Government board bans salted hides in Kanpur

01/09/2010
India’s Central Pollution Control Board (CPCB) has banned tanneries in the area around Kanpur in Uttar Pradesh from using salted hides.

CPCB chairman, SP Gautam, has said tanneries operating in the area the “biggest pollutants” of the stretch of the Ganges that runs through that part of India. He said he would give leather producers six months to eliminate salted hides from their supply chains.

He commented: “The tannery owners should start using saltless hides.

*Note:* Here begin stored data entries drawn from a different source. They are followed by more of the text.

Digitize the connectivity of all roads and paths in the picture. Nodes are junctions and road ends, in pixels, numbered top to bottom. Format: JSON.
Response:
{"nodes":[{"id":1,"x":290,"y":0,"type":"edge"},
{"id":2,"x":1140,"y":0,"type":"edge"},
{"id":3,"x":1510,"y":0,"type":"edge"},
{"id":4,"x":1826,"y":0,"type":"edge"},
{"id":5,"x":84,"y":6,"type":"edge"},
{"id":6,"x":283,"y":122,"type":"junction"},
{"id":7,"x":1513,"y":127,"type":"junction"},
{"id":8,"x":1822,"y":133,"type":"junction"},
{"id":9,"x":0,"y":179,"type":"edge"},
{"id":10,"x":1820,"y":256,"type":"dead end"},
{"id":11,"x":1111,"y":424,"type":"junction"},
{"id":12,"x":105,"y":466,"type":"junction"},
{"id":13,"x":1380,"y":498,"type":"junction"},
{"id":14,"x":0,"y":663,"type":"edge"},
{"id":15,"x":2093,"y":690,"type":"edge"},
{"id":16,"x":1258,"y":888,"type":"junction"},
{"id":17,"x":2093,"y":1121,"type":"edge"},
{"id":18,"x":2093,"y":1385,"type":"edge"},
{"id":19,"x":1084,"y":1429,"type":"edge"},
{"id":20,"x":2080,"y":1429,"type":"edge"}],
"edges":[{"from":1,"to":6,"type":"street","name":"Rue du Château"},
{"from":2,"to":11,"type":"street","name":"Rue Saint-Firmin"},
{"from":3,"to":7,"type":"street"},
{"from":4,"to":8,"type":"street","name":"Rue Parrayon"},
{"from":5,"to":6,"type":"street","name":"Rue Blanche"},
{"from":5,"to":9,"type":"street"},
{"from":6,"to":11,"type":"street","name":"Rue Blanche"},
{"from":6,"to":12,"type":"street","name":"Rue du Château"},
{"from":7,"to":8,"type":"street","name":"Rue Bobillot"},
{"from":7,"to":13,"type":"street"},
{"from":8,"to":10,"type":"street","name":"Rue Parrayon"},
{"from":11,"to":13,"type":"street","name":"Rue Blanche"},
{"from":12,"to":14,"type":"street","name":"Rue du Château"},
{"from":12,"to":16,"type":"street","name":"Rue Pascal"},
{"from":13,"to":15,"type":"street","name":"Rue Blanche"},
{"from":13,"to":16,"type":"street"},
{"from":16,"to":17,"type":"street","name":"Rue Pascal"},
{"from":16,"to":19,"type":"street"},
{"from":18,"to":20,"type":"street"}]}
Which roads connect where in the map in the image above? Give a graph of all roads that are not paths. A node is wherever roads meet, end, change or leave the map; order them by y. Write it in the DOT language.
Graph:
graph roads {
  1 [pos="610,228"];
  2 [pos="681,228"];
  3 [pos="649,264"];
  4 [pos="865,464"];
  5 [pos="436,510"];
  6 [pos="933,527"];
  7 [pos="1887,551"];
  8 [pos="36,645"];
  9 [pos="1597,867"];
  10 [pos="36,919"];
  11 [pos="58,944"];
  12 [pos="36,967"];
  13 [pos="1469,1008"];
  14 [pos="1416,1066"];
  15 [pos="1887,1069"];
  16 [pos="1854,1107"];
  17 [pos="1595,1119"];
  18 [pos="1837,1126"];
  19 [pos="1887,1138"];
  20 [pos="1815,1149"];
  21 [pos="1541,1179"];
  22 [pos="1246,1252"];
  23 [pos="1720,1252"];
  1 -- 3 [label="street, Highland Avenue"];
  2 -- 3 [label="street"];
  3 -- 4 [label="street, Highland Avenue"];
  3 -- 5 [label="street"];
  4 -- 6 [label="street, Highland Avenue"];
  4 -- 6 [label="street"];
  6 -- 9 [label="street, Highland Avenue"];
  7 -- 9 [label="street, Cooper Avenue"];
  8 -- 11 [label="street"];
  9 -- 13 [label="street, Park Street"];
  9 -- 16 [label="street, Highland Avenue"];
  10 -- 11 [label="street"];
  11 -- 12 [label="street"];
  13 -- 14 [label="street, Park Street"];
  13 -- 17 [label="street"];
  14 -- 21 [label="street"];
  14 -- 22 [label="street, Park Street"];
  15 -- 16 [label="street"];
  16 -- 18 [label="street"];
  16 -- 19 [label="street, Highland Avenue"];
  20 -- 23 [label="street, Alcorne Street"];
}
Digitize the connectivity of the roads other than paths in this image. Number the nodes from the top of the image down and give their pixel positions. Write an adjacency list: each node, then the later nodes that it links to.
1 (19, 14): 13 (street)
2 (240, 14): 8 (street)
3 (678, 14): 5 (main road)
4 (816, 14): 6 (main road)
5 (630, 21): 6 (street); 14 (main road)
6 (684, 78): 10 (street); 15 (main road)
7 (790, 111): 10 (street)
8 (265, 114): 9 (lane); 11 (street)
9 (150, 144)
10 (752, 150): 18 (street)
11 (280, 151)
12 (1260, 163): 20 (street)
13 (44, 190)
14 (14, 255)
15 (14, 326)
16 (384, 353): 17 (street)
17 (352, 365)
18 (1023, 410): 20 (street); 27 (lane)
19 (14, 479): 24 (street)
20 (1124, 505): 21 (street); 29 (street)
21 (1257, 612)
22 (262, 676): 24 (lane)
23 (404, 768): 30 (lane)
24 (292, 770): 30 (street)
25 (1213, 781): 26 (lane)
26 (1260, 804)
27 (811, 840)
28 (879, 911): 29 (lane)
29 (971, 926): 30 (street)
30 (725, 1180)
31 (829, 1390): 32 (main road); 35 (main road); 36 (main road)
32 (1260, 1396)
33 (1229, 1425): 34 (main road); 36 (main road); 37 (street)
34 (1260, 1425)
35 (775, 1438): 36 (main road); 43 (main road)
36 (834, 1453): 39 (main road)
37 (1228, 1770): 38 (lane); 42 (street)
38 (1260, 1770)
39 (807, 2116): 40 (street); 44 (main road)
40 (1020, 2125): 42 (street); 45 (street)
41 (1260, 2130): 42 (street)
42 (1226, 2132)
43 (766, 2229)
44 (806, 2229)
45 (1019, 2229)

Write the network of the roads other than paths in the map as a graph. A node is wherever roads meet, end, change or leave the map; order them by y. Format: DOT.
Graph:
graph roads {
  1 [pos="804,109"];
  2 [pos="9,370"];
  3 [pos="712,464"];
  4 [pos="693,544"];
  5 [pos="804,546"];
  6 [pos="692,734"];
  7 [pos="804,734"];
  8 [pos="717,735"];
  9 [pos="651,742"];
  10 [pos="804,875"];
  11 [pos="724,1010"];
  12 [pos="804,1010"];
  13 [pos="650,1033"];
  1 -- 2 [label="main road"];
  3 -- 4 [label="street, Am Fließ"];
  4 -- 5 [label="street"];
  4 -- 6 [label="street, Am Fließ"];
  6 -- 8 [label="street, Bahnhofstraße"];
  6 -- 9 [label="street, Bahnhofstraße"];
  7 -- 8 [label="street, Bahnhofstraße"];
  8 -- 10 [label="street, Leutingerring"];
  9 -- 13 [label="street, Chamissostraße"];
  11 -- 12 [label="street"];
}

This would have no effect on the quality of hide but help in bringing down the pollution level as less chemicals would be used.”

The local tanning industry in Kanpur has been under pressure to improve its environmental performance for some time. Earlier this year
state government of Uttar Pradesh told the local leather industries association, the UPLA, that it will not permit any new tanning operations to set up in the Kanpur suburb of Jajmau.

At the same time, the government made it clear that the 418 tanneries that are in operation there already must improve their performance in waste management. Jajmau is on the banks of the River Ganges.

UPLA secretary, Imran Siddique, said on May 24 this year that his organisation supported moves to improve the environmental performance of the leather industry in Uttar Pradesh and even supported a government order that 65 Jajmau tanneries must move to a new site at Unnao, outside Kanpur.